Madame la présidente, messieurs les ministres, mes chers collègues, 2024 est une année particulière, puisqu'elle est la première année de pleine application de la réforme paramétrique des retraites de 2023, votée dans les conditions que nous avons tous à l'esprit au printemps dernier et entrée en vigueur à compter du 1er septembre 2023.
Avant d'entrer dans le détail des crédits de la mission et du compte d'affectation spéciale, je souhaite rappeler que cette réforme ne suffira pas à équilibrer, à moyen terme, notre système de retraite.
Les projections actualisées publiées par le Conseil d'orientation des retraites (COR) en juin dernier sont très claires : si le recul de l'âge de départ permettra, à moyen terme, de limiter le flux des départs en retraite, il ne suffira pas à compenser la hausse des dépenses de retraite, qui devrait induire, selon les projections du COR, un déficit égal à 0, 3 % du PIB du système de retraite à l'horizon de 2027.
En ce qui concerne la mission « Régimes sociaux et de retraite », les crédits proposés atteindront, en 2024, 6, 2 milliards d'euros, fléchés à plus de 70 % vers les régimes de retraite spéciaux des agents de la SNCF et de la RATP.
Il convient de rappeler que la réforme paramétrique n'a pas d'effet significatif sur les dépenses des régimes de la SNCF et de la RATP, dès lors que le Gouvernement a prévu qu'elle n'entrerait pas en vigueur avant le 1er janvier 2025 pour ces deux régimes.

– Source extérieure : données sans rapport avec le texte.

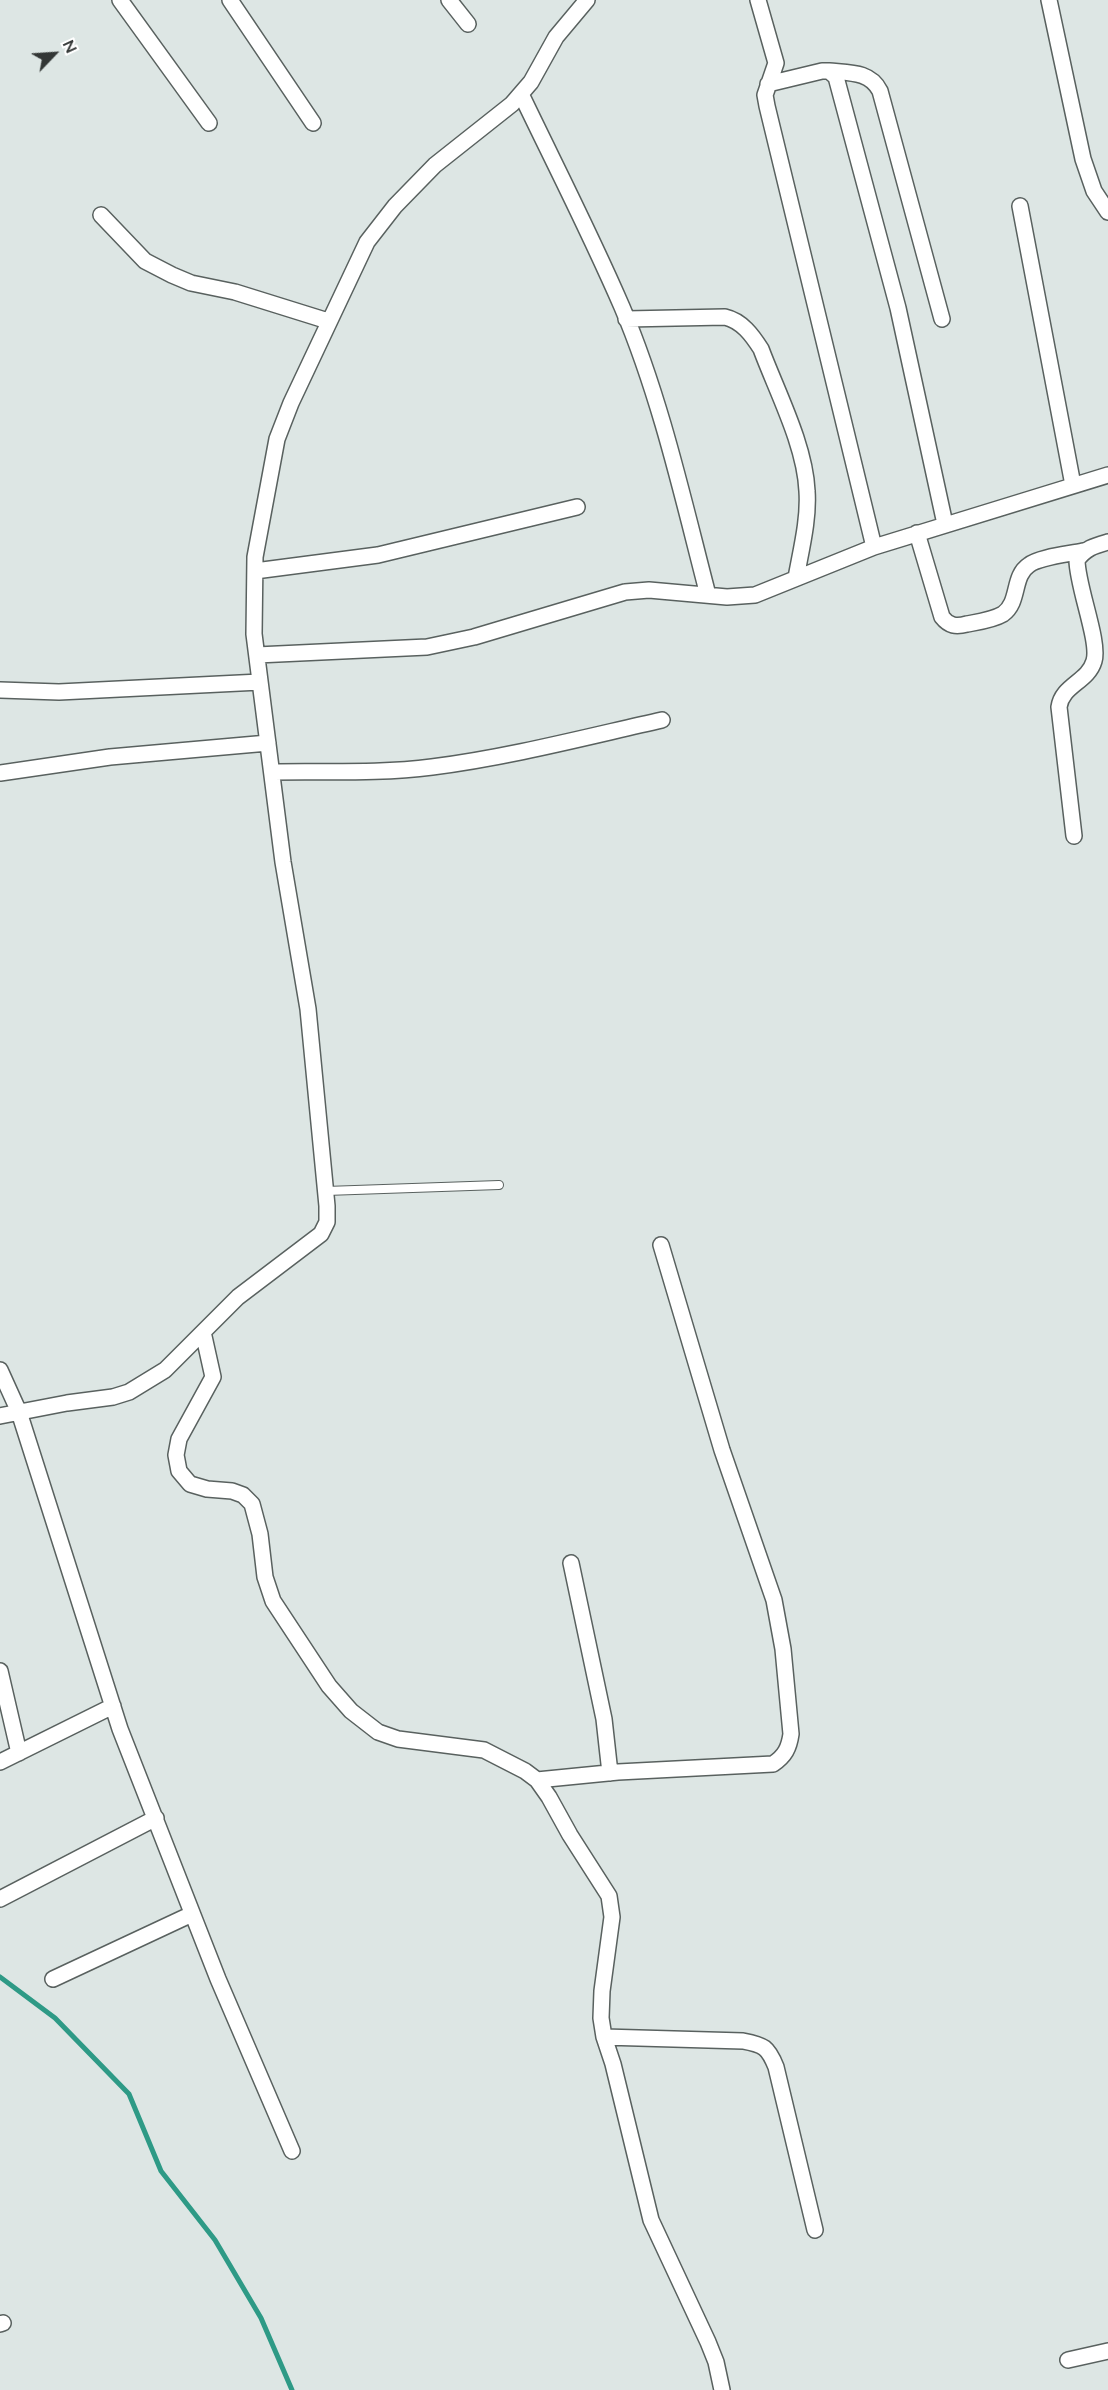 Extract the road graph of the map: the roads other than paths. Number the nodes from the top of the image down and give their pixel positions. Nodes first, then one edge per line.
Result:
1 (120, 0) edge
2 (230, 0) edge
3 (449, 0) edge
4 (758, 0) edge
5 (1049, 0) edge
6 (585, 1) edge
7 (468, 24) dead end
8 (829, 71) junction
9 (768, 84) junction
10 (521, 94) junction
11 (209, 123) dead end
12 (313, 123) dead end
13 (1020, 206) dead end
14 (1108, 212) edge
15 (101, 215) dead end
16 (626, 319) junction
17 (942, 319) dead end
18 (328, 321) junction
19 (1108, 475) edge
20 (1073, 485) junction
21 (577, 507) dead end
22 (945, 524) junction
23 (917, 533) junction
24 (1108, 542) edge
25 (874, 547) junction
26 (1083, 551) junction
27 (255, 571) junction
28 (796, 578) junction
29 (708, 595) junction
30 (257, 655) junction
31 (260, 682) junction
32 (0, 690) edge
33 (662, 720) dead end
34 (268, 743) junction
35 (272, 772) junction
36 (0, 773) edge
37 (1074, 836) dead end
38 (499, 1185) dead end
39 (326, 1191) junction
40 (661, 1245) dead end
41 (203, 1332) junction
42 (0, 1370) edge
43 (20, 1412) junction
44 (0, 1416) edge
45 (571, 1563) dead end
46 (0, 1671) edge
47 (113, 1706) junction
48 (19, 1753) junction
49 (0, 1762) edge
50 (610, 1773) junction
51 (537, 1780) junction
52 (156, 1818) junction
53 (0, 1899) edge
54 (192, 1914) junction
55 (53, 1978) dead end
56 (604, 2037) junction
57 (292, 2151) dead end
58 (815, 2230) dead end
59 (1108, 2351) edge
60 (1068, 2360) dead end
61 (722, 2390) edge

1 - 11 street
2 - 12 street
3 - 7 street
4 - 9 street
5 - 14 street
6 - 10 street
8 - 9 street
8 - 17 street
8 - 22 street
9 - 25 street
10 - 16 street
10 - 18 street
13 - 20 street
15 - 18 street
16 - 28 street
16 - 29 street
18 - 27 street
19 - 20 street
20 - 22 street
21 - 27 street
22 - 23 street
23 - 25 street
23 - 26 street
24 - 26 street
25 - 28 street
26 - 37 street
27 - 30 street
28 - 29 street
29 - 30 street
30 - 31 street
31 - 32 street
31 - 34 street
33 - 35 street
34 - 35 street
34 - 36 street
35 - 39 street
38 - 39 lane
39 - 41 street
40 - 50 street
41 - 43 street
41 - 51 street
42 - 43 street
43 - 44 street
43 - 47 street
45 - 50 street
46 - 48 street
47 - 48 street
47 - 52 street
48 - 49 street
50 - 51 street
51 - 56 street
52 - 53 street
52 - 54 street
54 - 55 street
54 - 57 street
56 - 58 street
56 - 61 street
59 - 60 street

La réforme de 2023 a néanmoins eu pour effet de fermer aux nouveaux entrants le régime de la RATP à compter du 1er septembre 2023. Depuis cette date, les nouveaux agents de la RATP sont affiliés au régime général. Cependant, la caisse de retraite de la RATP reste responsable du paiement et de la liquidation des cotisants qui étaient affiliés au régime avant sa fermeture, et la date d'extinction effective du régime devrait intervenir aux alentours de 2116.

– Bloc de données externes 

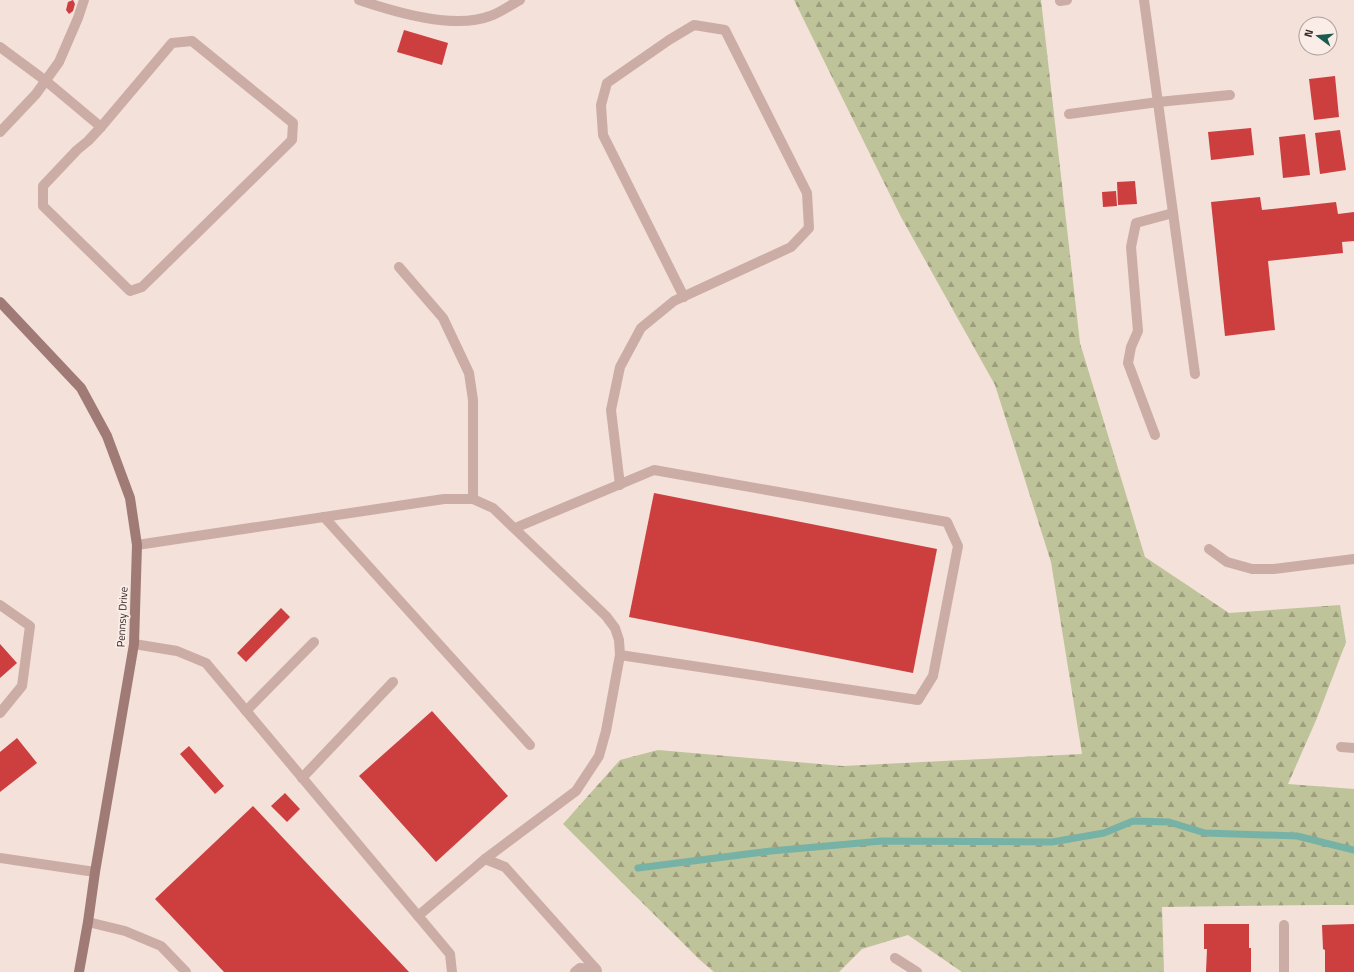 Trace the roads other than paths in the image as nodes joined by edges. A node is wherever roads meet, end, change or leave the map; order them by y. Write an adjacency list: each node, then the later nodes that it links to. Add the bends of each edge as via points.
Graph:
1 (84, 0): 6 (street, via 59,62)
2 (359, 0): 3 (street, via 429,18 464,22 490,16)
3 (520, 0)
4 (1144, 0): 8 (street)
5 (0, 47): 6 (street)
6 (46, 81): 10 (street); 11 (street)
7 (1230, 95): 8 (street)
8 (1158, 102): 9 (street); 12 (street)
9 (1069, 114)
10 (101, 127): 10 (street, via 42,186 43,206 130,291 142,287 292,140 293,123 192,41 172,43)
11 (0, 132)
12 (1173, 213): 16 (street); 17 (street, via 1136,223 1131,247 1138,331 1128,363)
13 (399, 267): 19 (street, via 443,318 469,373 473,400)
14 (684, 296): 14 (street, via 791,247 809,228 807,193 725,30 694,25 607,83 601,105 603,135); 18 (street, via 640,328 620,367 611,410)
15 (0, 302): 22 (main road, Pennsy Drive, via 81,388 107,436 130,498)
16 (1196, 374)
17 (1155, 435)
18 (620, 485): 21 (street); 28 (street, via 654,470 947,522 958,546 933,676 918,700)
19 (473, 499): 20 (street, via 444,499); 21 (street, via 494,508)
20 (324, 517): 22 (street); 32 (street)
21 (514, 528): 28 (street, via 606,616 615,628)
22 (137, 545): 27 (main road, Pennsy Drive)
23 (1209, 549): 24 (street, via 1227,562 1252,569 1274,569)
24 (1354, 559)
25 (0, 605): 31 (street, via 30,626 22,686)
26 (314, 642): 30 (street)
27 (134, 644): 30 (street, via 177,651 206,662); 38 (main road, Pennsy Drive)
28 (620, 655): 37 (street, via 606,731 599,756 592,768 576,791)
29 (393, 682): 35 (street)
30 (246, 711): 35 (street)
31 (0, 713)
32 (530, 745)
33 (1341, 748): 34 (street)
34 (1354, 748)
35 (302, 778): 39 (street)
36 (0, 858): 38 (street)
37 (485, 859): 39 (street); 43 (street, via 505,867)
38 (95, 872): 40 (main road, Pennsy Drive)
39 (418, 916): 46 (street, via 450,954)
40 (88, 922): 44 (main road, Pennsy Drive); 45 (street, via 125,931 161,946)
41 (1284, 925): 49 (street)
42 (895, 958): 48 (street)
43 (597, 970): 47 (street, via 580,968)
44 (79, 972)
45 (186, 972)
46 (452, 972)
47 (576, 972)
48 (917, 972)
49 (1284, 972)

C'est dans ce contexte que le Gouvernement a engagé une remise en cause du schéma de financement actuel des régimes spéciaux, par l'article 15 de la loi de financement de la sécurité sociale pour 2024, considérée comme définitivement adopté en application de l'article 49.3 de la Constitution depuis ce lundi 4 décembre.
Dans le schéma proposé, l'ensemble des régimes spéciaux fermés seront intégrés financièrement à la Caisse nationale d'assurance vieillesse (CNAV). Par conséquent, l'État ne versera plus de subvention d'équilibre annuelle pour ces régimes, mais affectera au régime général une fraction de TVA visant à compenser globalement les charges associées à ces compensations d'équilibre.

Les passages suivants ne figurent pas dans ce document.